From my perspective, we live together only as serviceman and servicewoman. The things have delegated for her and me: I earn money and resolve hard and difficult questions, she – resolve s lot of issues with home and children.

That routine drives me crazy. I try to change something but stumble on a wall of misunderstanding why we have to change something.

  • Let’s do it
  • No, it is dangerous
  • Okay, let’s go to..
  • No, it’s expensive.
  • Let’s call them…
  • It’s not comfortable..
  • and so on…

Maybe we have tired of each other and I don’t know how to reset our relationship lovely and correctly without a lot of arguings.

Where are love feelings and passions? Has The marriage destroyed them? I haven’t a clue. Really! I try to find the solution of this shit.

Yes, I totally understand that a marriage is a hard-working job. We should work on it every fucking day without pauses and excuses.

What I really feel that she is, first of all, a mother and her mother instincts kills all activities. Yes, it totally understands, I feel it in each her action and I don’t know how to shift her focus on me and our love topics. Gosh…

Keep writing without any excuses

Today I’ve got a kick from my lovely motivator and I’ve rated her help in my life.

She reminds me of my 2020 aims and focuses on the my new habits. Cool-cool-cool!

I am sorry, my publisher last weekend I had a terrible fucking pain in my face because of pulling 8th teeth. I should done it in another way it will be problem for another near teeth. For this unpleasant procedure I’ve found my dental specialist who installed me a couple of implants 4 years ago. Yes, i know, I have installed these two implants. I lost my teeth and I should installed another pair of them. The doctor is genius. He created and installed so good teeth that they have been used like mine after a couple of months.

Nevermind I found my dentist who os able to do his work as Pro. I like his approach with patients. The most funny his phrase is “now I’ll hurt a bit” when he starts some dental manipulations with you. His arms are strong and powerful, maybe it is the reason why he is able to do any manipulations correctly.

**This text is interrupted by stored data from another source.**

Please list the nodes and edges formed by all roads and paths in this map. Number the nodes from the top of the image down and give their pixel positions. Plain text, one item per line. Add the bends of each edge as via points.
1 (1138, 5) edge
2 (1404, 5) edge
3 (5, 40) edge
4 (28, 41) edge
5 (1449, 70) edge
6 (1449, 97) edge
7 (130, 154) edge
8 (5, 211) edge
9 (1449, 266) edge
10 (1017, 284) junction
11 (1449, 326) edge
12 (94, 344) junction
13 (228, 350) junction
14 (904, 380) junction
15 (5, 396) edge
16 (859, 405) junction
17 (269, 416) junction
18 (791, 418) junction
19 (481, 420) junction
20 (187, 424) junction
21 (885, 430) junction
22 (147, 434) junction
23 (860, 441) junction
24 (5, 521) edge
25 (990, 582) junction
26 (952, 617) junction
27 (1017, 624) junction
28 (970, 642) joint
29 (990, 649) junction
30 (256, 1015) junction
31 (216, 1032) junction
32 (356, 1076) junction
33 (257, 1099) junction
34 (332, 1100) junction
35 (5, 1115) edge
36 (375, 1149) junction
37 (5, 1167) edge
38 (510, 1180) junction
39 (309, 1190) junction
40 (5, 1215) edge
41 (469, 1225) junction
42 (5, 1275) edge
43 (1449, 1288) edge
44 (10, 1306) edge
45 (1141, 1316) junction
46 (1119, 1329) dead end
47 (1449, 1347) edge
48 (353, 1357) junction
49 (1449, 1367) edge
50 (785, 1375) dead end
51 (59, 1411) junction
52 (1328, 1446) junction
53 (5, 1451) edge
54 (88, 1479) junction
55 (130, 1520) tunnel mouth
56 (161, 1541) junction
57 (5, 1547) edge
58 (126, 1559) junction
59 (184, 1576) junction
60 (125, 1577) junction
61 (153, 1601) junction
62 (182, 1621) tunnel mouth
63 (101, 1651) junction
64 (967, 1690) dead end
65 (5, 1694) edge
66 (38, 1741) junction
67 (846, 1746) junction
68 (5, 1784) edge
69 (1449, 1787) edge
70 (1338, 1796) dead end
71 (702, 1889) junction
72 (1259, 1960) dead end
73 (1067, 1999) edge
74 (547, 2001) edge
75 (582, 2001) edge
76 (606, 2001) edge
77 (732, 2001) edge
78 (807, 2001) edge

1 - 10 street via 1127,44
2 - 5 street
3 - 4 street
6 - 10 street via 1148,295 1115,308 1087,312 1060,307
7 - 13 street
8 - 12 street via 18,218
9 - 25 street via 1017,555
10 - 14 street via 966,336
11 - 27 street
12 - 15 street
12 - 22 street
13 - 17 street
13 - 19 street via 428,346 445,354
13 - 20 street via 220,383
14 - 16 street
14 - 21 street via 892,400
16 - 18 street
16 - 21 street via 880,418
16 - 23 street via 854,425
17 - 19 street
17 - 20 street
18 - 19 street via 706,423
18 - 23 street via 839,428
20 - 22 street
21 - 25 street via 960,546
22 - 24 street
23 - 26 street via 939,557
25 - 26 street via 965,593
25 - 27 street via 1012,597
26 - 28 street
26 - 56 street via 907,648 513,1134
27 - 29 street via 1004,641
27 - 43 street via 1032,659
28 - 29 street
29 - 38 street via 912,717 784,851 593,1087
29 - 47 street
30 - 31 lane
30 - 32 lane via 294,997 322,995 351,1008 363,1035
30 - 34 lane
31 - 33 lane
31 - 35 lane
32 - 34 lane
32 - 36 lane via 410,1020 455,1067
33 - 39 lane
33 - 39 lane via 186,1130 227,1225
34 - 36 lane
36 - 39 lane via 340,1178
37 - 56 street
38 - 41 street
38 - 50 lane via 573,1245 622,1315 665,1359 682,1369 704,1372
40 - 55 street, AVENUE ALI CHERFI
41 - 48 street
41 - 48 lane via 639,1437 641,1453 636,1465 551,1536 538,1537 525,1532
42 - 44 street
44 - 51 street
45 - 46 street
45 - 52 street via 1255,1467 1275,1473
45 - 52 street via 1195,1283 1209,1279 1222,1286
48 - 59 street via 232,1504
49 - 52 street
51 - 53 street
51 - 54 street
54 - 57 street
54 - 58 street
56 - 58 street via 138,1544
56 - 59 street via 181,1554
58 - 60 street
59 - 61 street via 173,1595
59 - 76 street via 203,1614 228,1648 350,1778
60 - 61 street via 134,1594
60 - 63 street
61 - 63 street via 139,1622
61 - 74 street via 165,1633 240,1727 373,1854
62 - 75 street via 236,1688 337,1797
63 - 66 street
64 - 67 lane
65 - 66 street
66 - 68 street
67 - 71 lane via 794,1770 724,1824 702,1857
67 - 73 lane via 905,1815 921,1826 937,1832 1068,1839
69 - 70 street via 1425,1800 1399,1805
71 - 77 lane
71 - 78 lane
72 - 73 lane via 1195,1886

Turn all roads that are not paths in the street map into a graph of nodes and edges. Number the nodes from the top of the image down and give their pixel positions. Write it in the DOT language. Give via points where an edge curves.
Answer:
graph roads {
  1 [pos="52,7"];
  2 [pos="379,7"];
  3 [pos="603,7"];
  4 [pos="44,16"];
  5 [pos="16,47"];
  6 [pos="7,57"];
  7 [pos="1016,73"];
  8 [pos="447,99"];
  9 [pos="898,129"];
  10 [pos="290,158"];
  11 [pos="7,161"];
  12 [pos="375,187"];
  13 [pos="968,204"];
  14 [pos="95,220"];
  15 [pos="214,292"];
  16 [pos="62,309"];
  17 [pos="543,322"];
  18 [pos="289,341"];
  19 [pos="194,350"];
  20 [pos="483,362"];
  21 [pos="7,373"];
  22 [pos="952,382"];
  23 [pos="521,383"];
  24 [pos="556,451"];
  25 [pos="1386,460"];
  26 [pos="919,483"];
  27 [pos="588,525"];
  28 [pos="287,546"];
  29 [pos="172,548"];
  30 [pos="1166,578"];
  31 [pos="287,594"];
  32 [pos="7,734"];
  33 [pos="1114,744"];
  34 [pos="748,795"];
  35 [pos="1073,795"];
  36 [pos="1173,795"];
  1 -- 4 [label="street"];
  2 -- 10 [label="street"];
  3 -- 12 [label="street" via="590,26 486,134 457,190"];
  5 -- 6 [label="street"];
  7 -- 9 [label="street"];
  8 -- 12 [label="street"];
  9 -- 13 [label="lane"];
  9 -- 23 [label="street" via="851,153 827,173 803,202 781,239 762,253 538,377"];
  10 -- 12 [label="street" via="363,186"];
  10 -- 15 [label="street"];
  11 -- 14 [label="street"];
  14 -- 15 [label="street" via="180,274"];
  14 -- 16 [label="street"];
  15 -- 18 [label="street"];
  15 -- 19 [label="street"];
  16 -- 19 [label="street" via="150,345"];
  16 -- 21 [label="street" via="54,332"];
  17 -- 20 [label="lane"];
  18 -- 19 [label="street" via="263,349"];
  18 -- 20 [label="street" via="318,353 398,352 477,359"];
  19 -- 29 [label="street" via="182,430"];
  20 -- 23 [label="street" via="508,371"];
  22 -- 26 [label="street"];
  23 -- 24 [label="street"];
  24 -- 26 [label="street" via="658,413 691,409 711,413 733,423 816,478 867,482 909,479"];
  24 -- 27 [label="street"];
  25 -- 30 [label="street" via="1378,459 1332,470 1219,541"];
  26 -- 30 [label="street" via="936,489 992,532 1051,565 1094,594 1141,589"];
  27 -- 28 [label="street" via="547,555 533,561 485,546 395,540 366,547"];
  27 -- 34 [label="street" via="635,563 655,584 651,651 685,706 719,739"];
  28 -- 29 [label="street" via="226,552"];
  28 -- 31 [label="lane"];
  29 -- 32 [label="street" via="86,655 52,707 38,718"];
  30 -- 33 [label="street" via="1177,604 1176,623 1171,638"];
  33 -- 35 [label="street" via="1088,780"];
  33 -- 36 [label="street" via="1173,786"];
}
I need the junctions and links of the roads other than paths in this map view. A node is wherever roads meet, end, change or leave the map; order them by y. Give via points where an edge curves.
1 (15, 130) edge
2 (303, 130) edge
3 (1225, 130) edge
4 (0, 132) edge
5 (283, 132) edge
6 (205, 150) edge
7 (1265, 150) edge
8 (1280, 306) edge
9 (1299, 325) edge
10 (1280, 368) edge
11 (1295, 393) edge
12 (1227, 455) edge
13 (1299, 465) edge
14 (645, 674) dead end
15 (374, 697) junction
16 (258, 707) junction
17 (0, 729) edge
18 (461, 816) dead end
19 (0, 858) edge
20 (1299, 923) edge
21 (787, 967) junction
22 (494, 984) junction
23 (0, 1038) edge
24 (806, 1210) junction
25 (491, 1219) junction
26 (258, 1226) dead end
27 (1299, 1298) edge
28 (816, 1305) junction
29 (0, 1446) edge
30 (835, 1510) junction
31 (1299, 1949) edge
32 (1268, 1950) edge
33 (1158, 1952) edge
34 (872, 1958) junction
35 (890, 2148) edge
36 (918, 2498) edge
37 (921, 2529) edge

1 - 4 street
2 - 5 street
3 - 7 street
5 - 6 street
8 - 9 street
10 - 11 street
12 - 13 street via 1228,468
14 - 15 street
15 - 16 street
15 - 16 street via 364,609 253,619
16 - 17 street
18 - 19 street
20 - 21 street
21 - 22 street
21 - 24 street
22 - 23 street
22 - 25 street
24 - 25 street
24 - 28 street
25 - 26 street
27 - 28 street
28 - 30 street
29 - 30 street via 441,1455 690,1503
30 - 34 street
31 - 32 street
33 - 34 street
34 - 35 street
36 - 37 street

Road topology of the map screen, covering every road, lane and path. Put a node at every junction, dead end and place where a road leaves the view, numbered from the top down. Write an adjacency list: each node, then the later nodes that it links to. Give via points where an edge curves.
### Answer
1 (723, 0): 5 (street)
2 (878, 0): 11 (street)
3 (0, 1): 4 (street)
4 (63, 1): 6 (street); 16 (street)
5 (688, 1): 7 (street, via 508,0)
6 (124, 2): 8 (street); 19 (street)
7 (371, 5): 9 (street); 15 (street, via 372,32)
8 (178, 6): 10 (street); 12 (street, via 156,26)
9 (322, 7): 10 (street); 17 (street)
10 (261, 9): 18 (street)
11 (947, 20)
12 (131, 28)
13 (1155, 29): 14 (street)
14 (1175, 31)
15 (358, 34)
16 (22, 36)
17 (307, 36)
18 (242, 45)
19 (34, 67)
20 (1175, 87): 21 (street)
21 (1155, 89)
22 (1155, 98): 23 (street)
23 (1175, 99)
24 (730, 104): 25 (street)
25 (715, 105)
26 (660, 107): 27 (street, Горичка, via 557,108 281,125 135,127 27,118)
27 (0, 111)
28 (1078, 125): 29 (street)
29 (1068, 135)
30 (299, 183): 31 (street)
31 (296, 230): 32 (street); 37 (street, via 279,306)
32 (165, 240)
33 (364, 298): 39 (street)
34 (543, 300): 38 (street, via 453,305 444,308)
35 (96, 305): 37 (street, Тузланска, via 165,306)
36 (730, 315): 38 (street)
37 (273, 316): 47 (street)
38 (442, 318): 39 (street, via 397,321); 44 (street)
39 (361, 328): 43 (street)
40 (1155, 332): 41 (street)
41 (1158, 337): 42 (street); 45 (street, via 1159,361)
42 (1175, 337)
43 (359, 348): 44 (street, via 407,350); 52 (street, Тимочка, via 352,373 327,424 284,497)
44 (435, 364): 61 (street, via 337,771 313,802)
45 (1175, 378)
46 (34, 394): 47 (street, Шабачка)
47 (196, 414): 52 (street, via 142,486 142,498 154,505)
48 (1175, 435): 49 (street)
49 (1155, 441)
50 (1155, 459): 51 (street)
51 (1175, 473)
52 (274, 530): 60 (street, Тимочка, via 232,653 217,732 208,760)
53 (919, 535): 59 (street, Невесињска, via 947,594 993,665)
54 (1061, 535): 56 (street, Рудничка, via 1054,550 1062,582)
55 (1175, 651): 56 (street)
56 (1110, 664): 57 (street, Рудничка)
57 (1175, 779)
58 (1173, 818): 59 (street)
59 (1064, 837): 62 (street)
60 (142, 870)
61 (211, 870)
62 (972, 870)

His clinic is located near my district but beyond the circle road. The district called Novodevyatkino. It is pain for any car drivers. The roads…no, one fucking road is so busy and traffic jammed that I spend 40-50 minutes to deliver my body to the clinic. Fucking shit, where is the government? They should resolve the road problem for that district.

Moreover, the road surface quality is awfully… You can destroy your tires on this road. Unbelievable.